Lensa-lensa Interpretasi
Terdapat asumsi yang mengatakan bahwa apa yang dilakukan manusia dalam situasi tertentu – semua perilaku manusia (di luar respon fisiologis molekuler dan bawaan mekanisme refleks) merupakan hasil belajar. Perilaku (behavior) dapat diinterpretasikan secara luas, yaitu semua yang manusia lakukan, dan apa yang mereka katakana tentang tujuan mereka, perasaan, persepsi dan kenangan, dan relasi tingkah laku sosial yang merupakan antecedent dan consequance. Manusia dan lingkungan dipandang memiliki ketergantungan dan interaksi secara mutual. Hal ini mengasumsikan bahwa manusia tidak akan berhenti belajar tingkah laku yang relevan kultur budaya mereka.
Komunitas dan Individu
Pendekatan untuk komunikasi dari individu-individu adalah bagian dari mengidentifikasi budaya mereka. Kita dapat menggunakan pendekatan yang lebih otientik seberapa besar signifikansi anggota kelompok berdampak pada pemahaman diri individu, pengalaman, tingkah laku, dan interaksi sosial. Terdapat indikator-indikator bahwa konsep-konsep multi-kultural telah diredefinisi dan diperluas serta berupaya untuk mereduksi “konflik dan kebingungan dalam pergerakan multibudaya (Moodlcy & Curling). Seperti contoh, negara kita memiliki banyak sekali hal-hal yang berbeda satu dengan yang lain, meliputi: etnis, jenis kelamin, orientasi seksual, dan kelas sosial. Keanekaragaman budaya, adalah bagian dari lingkungan manusia. Sue dan Sue (2003), mendefinikan multikulturalisme dan melintasi keragaman dengan kategori yang banyak. Markus (2008), sebagai contoh, setuju dengan budaya merujuk pada pola dari ide-ide asosiasi-asosiasi praktis dengan memerapa kelompok yang signifikan, meliputi jenis kelamin, agama, kelas sosial, negara asal, negara kelahiran, dan pekerjaan.

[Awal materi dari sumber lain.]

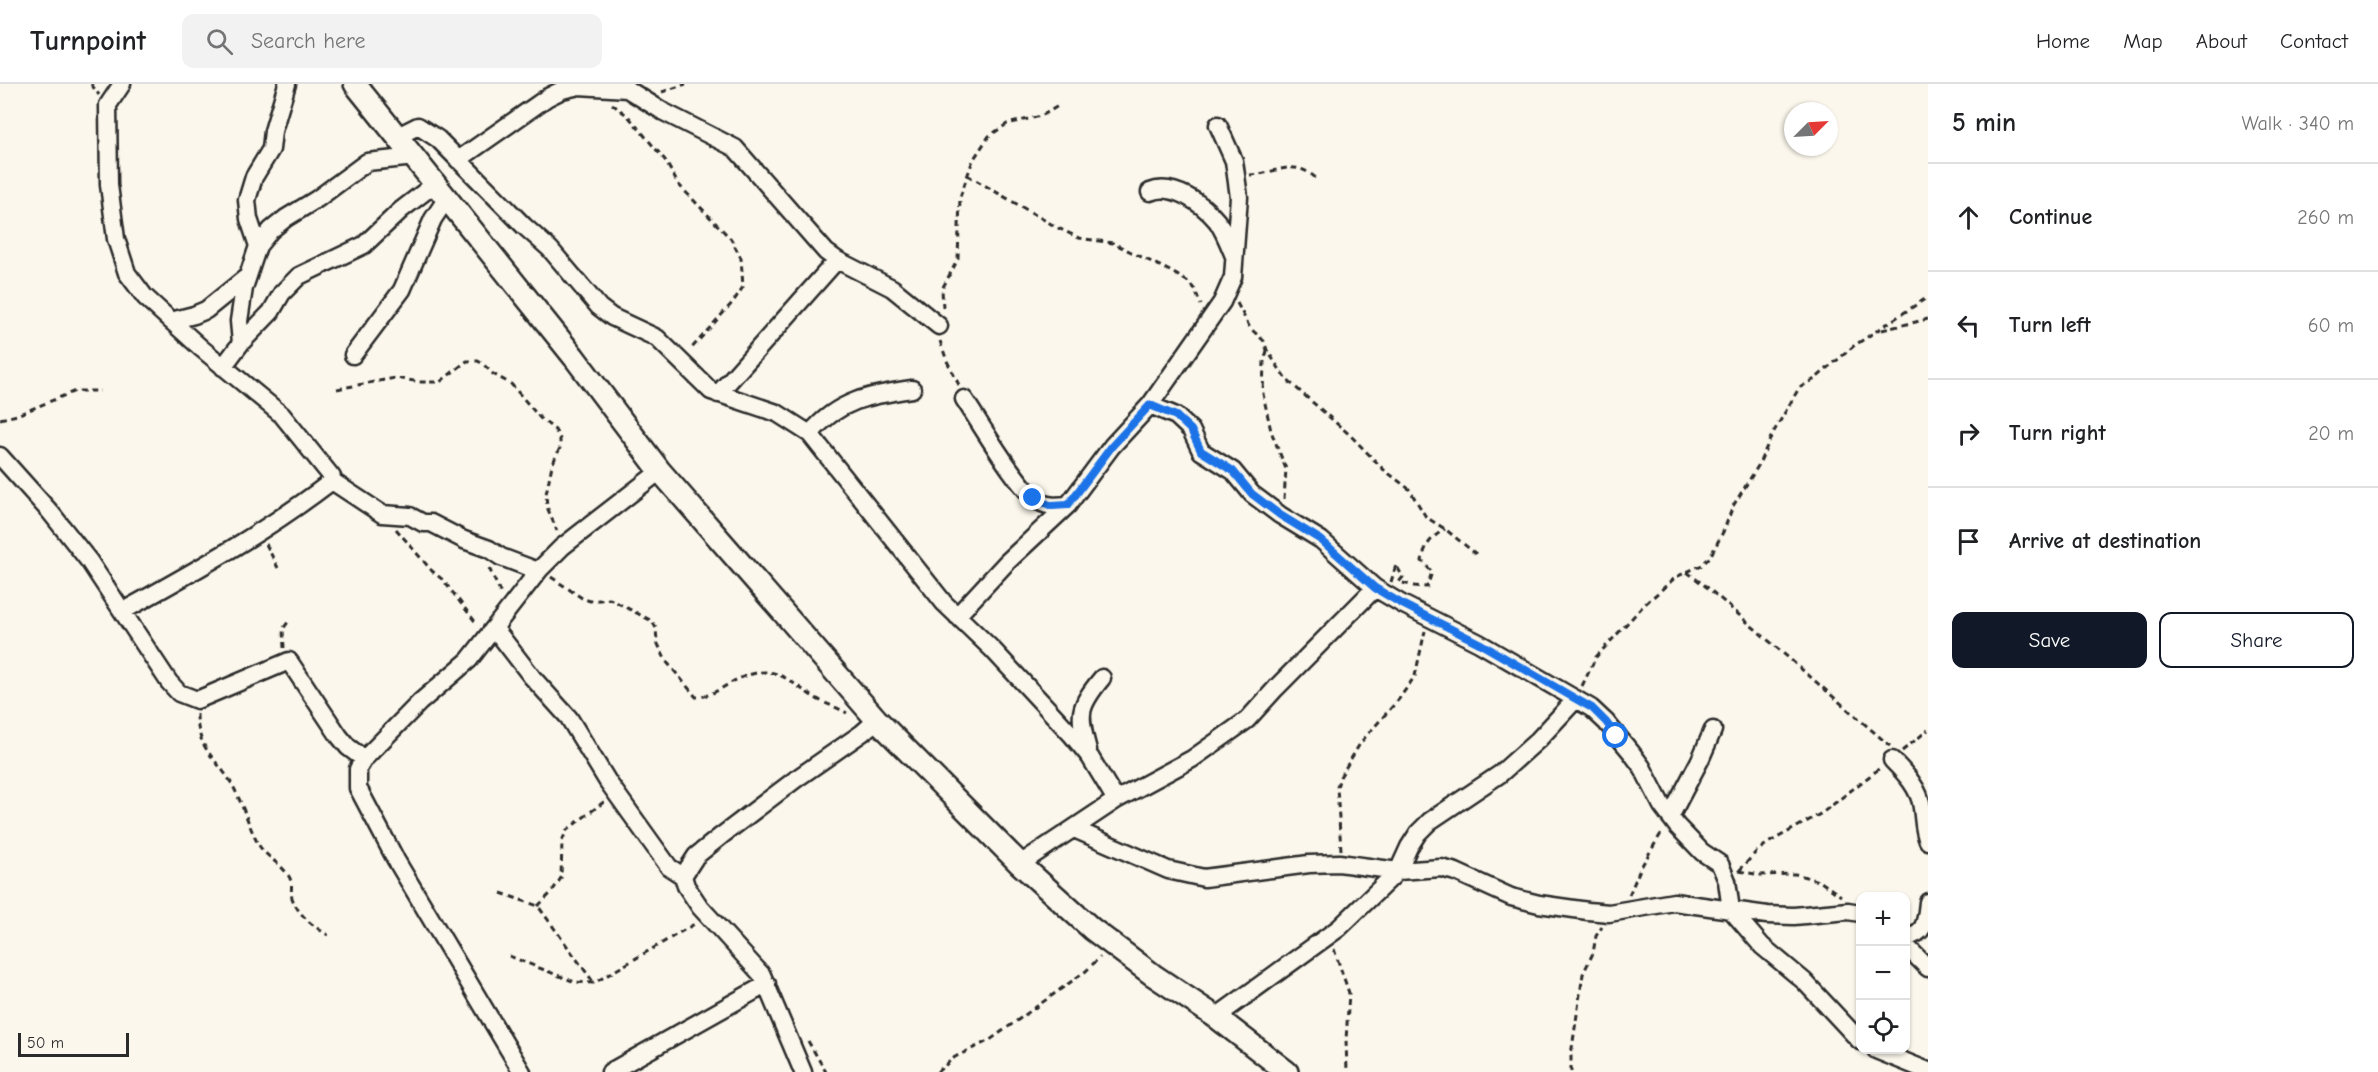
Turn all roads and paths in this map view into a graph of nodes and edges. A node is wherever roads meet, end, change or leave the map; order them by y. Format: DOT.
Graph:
graph roads {
  1 [pos="122,84"];
  2 [pos="288,84"];
  3 [pos="355,84"];
  4 [pos="686,84"];
  5 [pos="640,96"];
  6 [pos="609,102"];
  7 [pos="1060,105"];
  8 [pos="1218,125"];
  9 [pos="398,136"];
  10 [pos="415,157"];
  11 [pos="458,160"];
  12 [pos="967,175"];
  13 [pos="1237,175"];
  14 [pos="1318,180"];
  15 [pos="441,191"];
  16 [pos="1150,192"];
  17 [pos="258,246"];
  18 [pos="1235,257"];
  19 [pos="837,260"];
  20 [pos="248,276"];
  21 [pos="1229,288"];
  22 [pos="1928,297"];
  23 [pos="1213,315"];
  24 [pos="1928,319"];
  25 [pos="171,321"];
  26 [pos="939,326"];
  27 [pos="1878,331"];
  28 [pos="241,343"];
  29 [pos="1267,350"];
  30 [pos="353,355"];
  31 [pos="681,360"];
  32 [pos="223,367"];
  33 [pos="337,389"];
  34 [pos="912,389"];
  35 [pos="100,391"];
  36 [pos="718,394"];
  37 [pos="964,399"];
  38 [pos="1150,405"];
  39 [pos="0,419"];
  40 [pos="810,434"];
  41 [pos="0,456"];
  42 [pos="660,471"];
  43 [pos="332,482"];
  44 [pos="1068,505"];
  45 [pos="1280,515"];
  46 [pos="386,516"];
  47 [pos="1445,529"];
  48 [pos="258,533"];
  49 [pos="481,546"];
  50 [pos="562,547"];
  51 [pos="1476,554"];
  52 [pos="278,568"];
  53 [pos="539,570"];
  54 [pos="1687,572"];
  55 [pos="1381,591"];
  56 [pos="510,608"];
  57 [pos="123,611"];
  58 [pos="957,616"];
  59 [pos="1429,617"];
  60 [pos="288,622"];
  61 [pos="492,633"];
  62 [pos="289,661"];
  63 [pos="1102,678"];
  64 [pos="1576,699"];
  65 [pos="197,700"];
  66 [pos="874,723"];
  67 [pos="1713,730"];
  68 [pos="1928,730"];
  69 [pos="1090,757"];
  70 [pos="1895,757"];
  71 [pos="364,759"];
  72 [pos="616,793"];
  73 [pos="1116,800"];
  74 [pos="1670,817"];
  75 [pos="1074,829"];
  76 [pos="1928,841"];
  77 [pos="1339,863"];
  78 [pos="1020,864"];
  79 [pos="1720,864"];
  80 [pos="1398,871"];
  81 [pos="1739,871"];
  82 [pos="683,876"];
  83 [pos="501,893"];
  84 [pos="1842,897"];
  85 [pos="1928,902"];
  86 [pos="538,906"];
  87 [pos="1731,910"];
  88 [pos="1856,912"];
  89 [pos="1609,913"];
  90 [pos="708,916"];
  91 [pos="328,936"];
  92 [pos="1329,936"];
  93 [pos="1910,936"];
  94 [pos="1113,946"];
  95 [pos="1910,951"];
  96 [pos="509,956"];
  97 [pos="1928,968"];
  98 [pos="594,983"];
  99 [pos="767,984"];
  100 [pos="1216,1017"];
  101 [pos="1856,1037"];
  102 [pos="1886,1054"];
  103 [pos="1928,1071"];
  104 [pos="522,1072"];
  105 [pos="610,1072"];
  106 [pos="803,1072"];
  107 [pos="937,1072"];
  108 [pos="1287,1072"];
  109 [pos="1347,1072"];
  110 [pos="1571,1072"];
  1 -- 25 [label="street"];
  2 -- 17 [label="street"];
  3 -- 9 [label="street"];
  4 -- 5 [label="path"];
  5 -- 11 [label="street"];
  5 -- 19 [label="street"];
  6 -- 31 [label="path"];
  7 -- 12 [label="path"];
  8 -- 13 [label="street"];
  9 -- 10 [label="street"];
  9 -- 11 [label="street"];
  10 -- 15 [label="street"];
  10 -- 17 [label="street"];
  11 -- 31 [label="street"];
  12 -- 23 [label="path"];
  12 -- 26 [label="path"];
  13 -- 14 [label="path"];
  13 -- 18 [label="street"];
  15 -- 28 [label="street"];
  15 -- 30 [label="street"];
  15 -- 42 [label="street"];
  16 -- 18 [label="street"];
  17 -- 20 [label="street"];
  18 -- 21 [label="street"];
  19 -- 26 [label="street"];
  19 -- 36 [label="street"];
  20 -- 25 [label="street"];
  20 -- 28 [label="street"];
  21 -- 23 [label="street"];
  21 -- 29 [label="path"];
  22 -- 27 [label="path"];
  23 -- 38 [label="street"];
  24 -- 27 [label="path"];
  25 -- 32 [label="street"];
  26 -- 37 [label="path"];
  27 -- 54 [label="path"];
  28 -- 32 [label="street"];
  29 -- 45 [label="path"];
  29 -- 47 [label="path"];
  31 -- 36 [label="street"];
  32 -- 43 [label="street"];
  33 -- 50 [label="path"];
  34 -- 40 [label="street"];
  35 -- 39 [label="path"];
  36 -- 40 [label="street"];
  37 -- 44 [label="street"];
  38 -- 44 [label="street"];
  38 -- 45 [label="street"];
  40 -- 58 [label="street"];
  41 -- 57 [label="street"];
  42 -- 50 [label="street"];
  42 -- 66 [label="street"];
  43 -- 46 [label="street"];
  43 -- 48 [label="street"];
  44 -- 58 [label="street"];
  45 -- 55 [label="street"];
  46 -- 49 [label="street"];
  46 -- 61 [label="path"];
  47 -- 51 [label="path"];
  47 -- 55 [label="path"];
  48 -- 52 [label="path"];
  48 -- 57 [label="street"];
  49 -- 53 [label="street"];
  49 -- 56 [label="path"];
  50 -- 53 [label="street"];
  53 -- 56 [label="street"];
  53 -- 66 [label="path"];
  54 -- 64 [label="path"];
  54 -- 70 [label="path"];
  55 -- 59 [label="street"];
  55 -- 73 [label="street"];
  56 -- 61 [label="street"];
  57 -- 65 [label="street"];
  58 -- 69 [label="street"];
  59 -- 64 [label="street"];
  59 -- 77 [label="path"];
  60 -- 62 [label="path"];
  61 -- 71 [label="street"];
  61 -- 72 [label="street"];
  62 -- 65 [label="street"];
  62 -- 71 [label="street"];
  63 -- 69 [label="street"];
  64 -- 74 [label="street"];
  64 -- 80 [label="street"];
  65 -- 91 [label="path"];
  66 -- 78 [label="street"];
  66 -- 82 [label="street"];
  67 -- 74 [label="street"];
  68 -- 70 [label="path"];
  69 -- 73 [label="street"];
  70 -- 76 [label="street"];
  70 -- 81 [label="path"];
  71 -- 104 [label="street"];
  72 -- 82 [label="street"];
  72 -- 86 [label="path"];
  73 -- 75 [label="street"];
  74 -- 79 [label="street"];
  74 -- 89 [label="path"];
  75 -- 77 [label="street"];
  75 -- 78 [label="street"];
  77 -- 80 [label="street"];
  78 -- 94 [label="street"];
  79 -- 81 [label="path"];
  79 -- 87 [label="street"];
  80 -- 89 [label="street"];
  80 -- 92 [label="street"];
  81 -- 84 [label="path"];
  82 -- 90 [label="street"];
  83 -- 86 [label="path"];
  85 -- 93 [label="street"];
  86 -- 98 [label="path"];
  87 -- 88 [label="street"];
  87 -- 89 [label="street"];
  87 -- 101 [label="street"];
  89 -- 110 [label="path"];
  90 -- 98 [label="path"];
  90 -- 99 [label="street"];
  92 -- 100 [label="street"];
  92 -- 109 [label="path"];
  94 -- 100 [label="street"];
  94 -- 107 [label="path"];
  95 -- 97 [label="street"];
  96 -- 98 [label="path"];
  99 -- 105 [label="street"];
  99 -- 106 [label="street"];
  100 -- 108 [label="street"];
  102 -- 103 [label="street"];
}
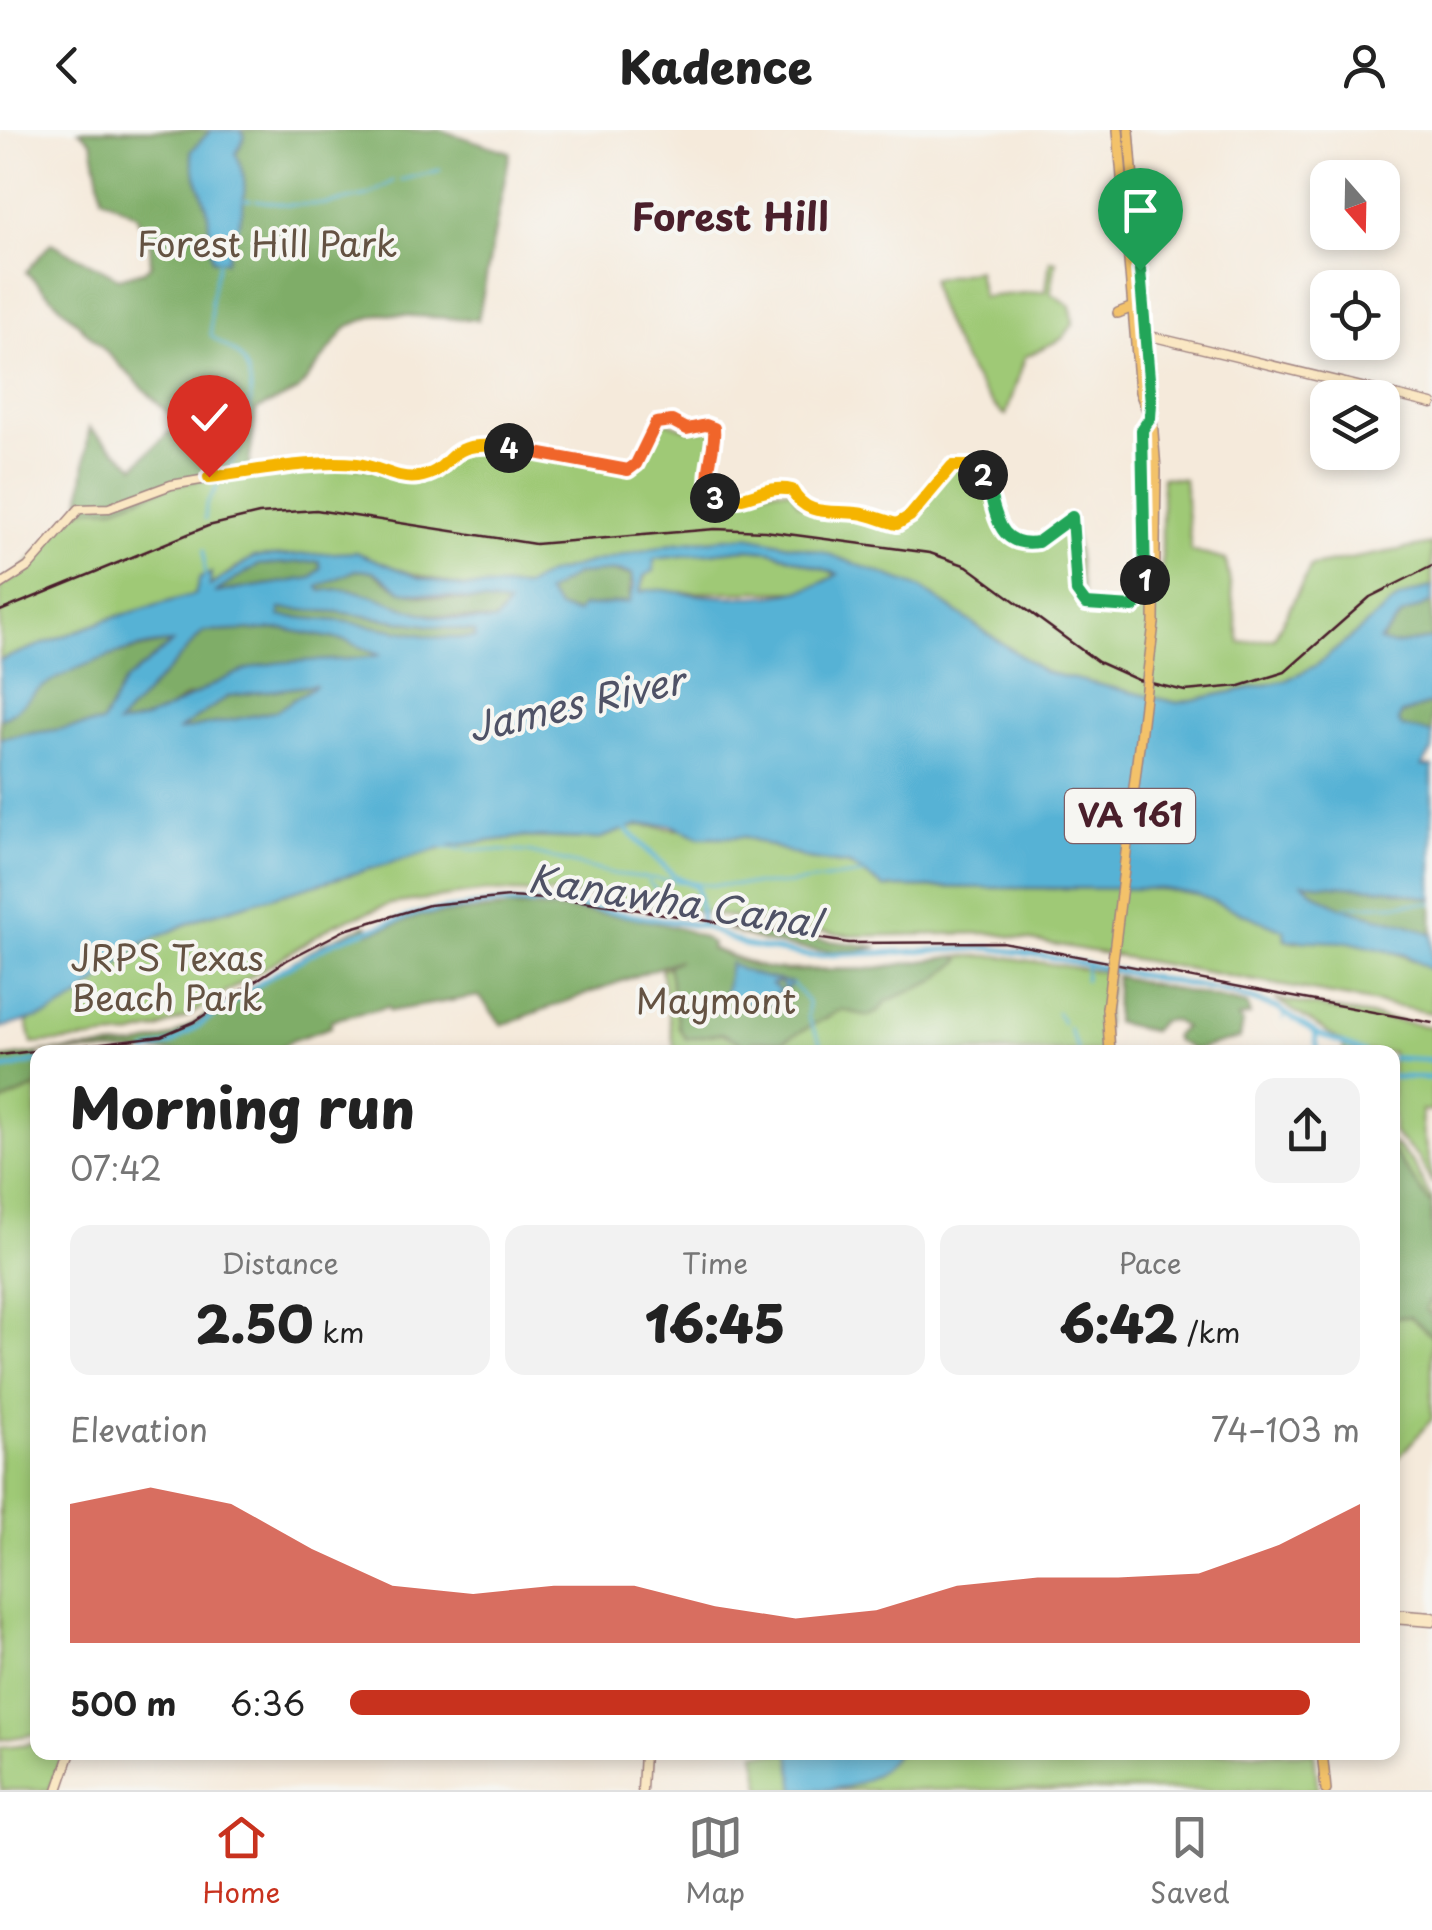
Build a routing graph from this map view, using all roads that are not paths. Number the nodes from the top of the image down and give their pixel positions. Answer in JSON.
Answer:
{"nodes":[{"id":1,"x":1118,"y":130,"type":"edge"},
{"id":2,"x":1129,"y":130,"type":"edge"},
{"id":3,"x":1133,"y":307,"type":"junction"},
{"id":4,"x":1118,"y":313,"type":"dead end"},
{"id":5,"x":1146,"y":334,"type":"junction"},
{"id":6,"x":1432,"y":404,"type":"edge"},
{"id":7,"x":1150,"y":418,"type":"junction"},
{"id":8,"x":0,"y":584,"type":"edge"},
{"id":9,"x":1110,"y":1045,"type":"edge"},
{"id":10,"x":1400,"y":1618,"type":"edge"},
{"id":11,"x":1432,"y":1620,"type":"edge"},
{"id":12,"x":69,"y":1760,"type":"edge"},
{"id":13,"x":644,"y":1760,"type":"edge"},
{"id":14,"x":1323,"y":1760,"type":"edge"},
{"id":15,"x":58,"y":1790,"type":"edge"},
{"id":16,"x":642,"y":1790,"type":"edge"},
{"id":17,"x":1326,"y":1790,"type":"edge"}],
"edges":[{"from":1,"to":3,"type":"main road","number":"VA 161"},
{"from":2,"to":5,"type":"main road","number":"VA 161"},
{"from":3,"to":4,"type":"main road"},
{"from":3,"to":7,"type":"main road","number":"VA 161"},
{"from":5,"to":6,"type":"street"},
{"from":5,"to":7,"type":"main road","number":"VA 161"},
{"from":7,"to":8,"type":"street"},
{"from":7,"to":9,"type":"main road","number":"VA 161","bridge":true},
{"from":10,"to":11,"type":"street"},
{"from":12,"to":15,"type":"street"},
{"from":13,"to":16,"type":"street"},
{"from":14,"to":17,"type":"main road"}]}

Multikulturalisme telah banyak mempengaruhi psikologi sekarang ini, dimana masih terdapat kesepakatan yang kurang dalam pemaknaannya. Hal ini pertama kali muncul sebagai teori, politik dan perspektif pendidikan oleh pergerakan warga negara.
Perkiraan sekarang ini adalah, bahwa setiap kita merupakan manusia yang multikultural, meliputi pengakuan fakta-fakta vital yang berada di luar, dimana tidak semua kelompok dan komuniti, merupakan suatu keunikan multibudaya adalah sama dalam kelompok budaya tertentu.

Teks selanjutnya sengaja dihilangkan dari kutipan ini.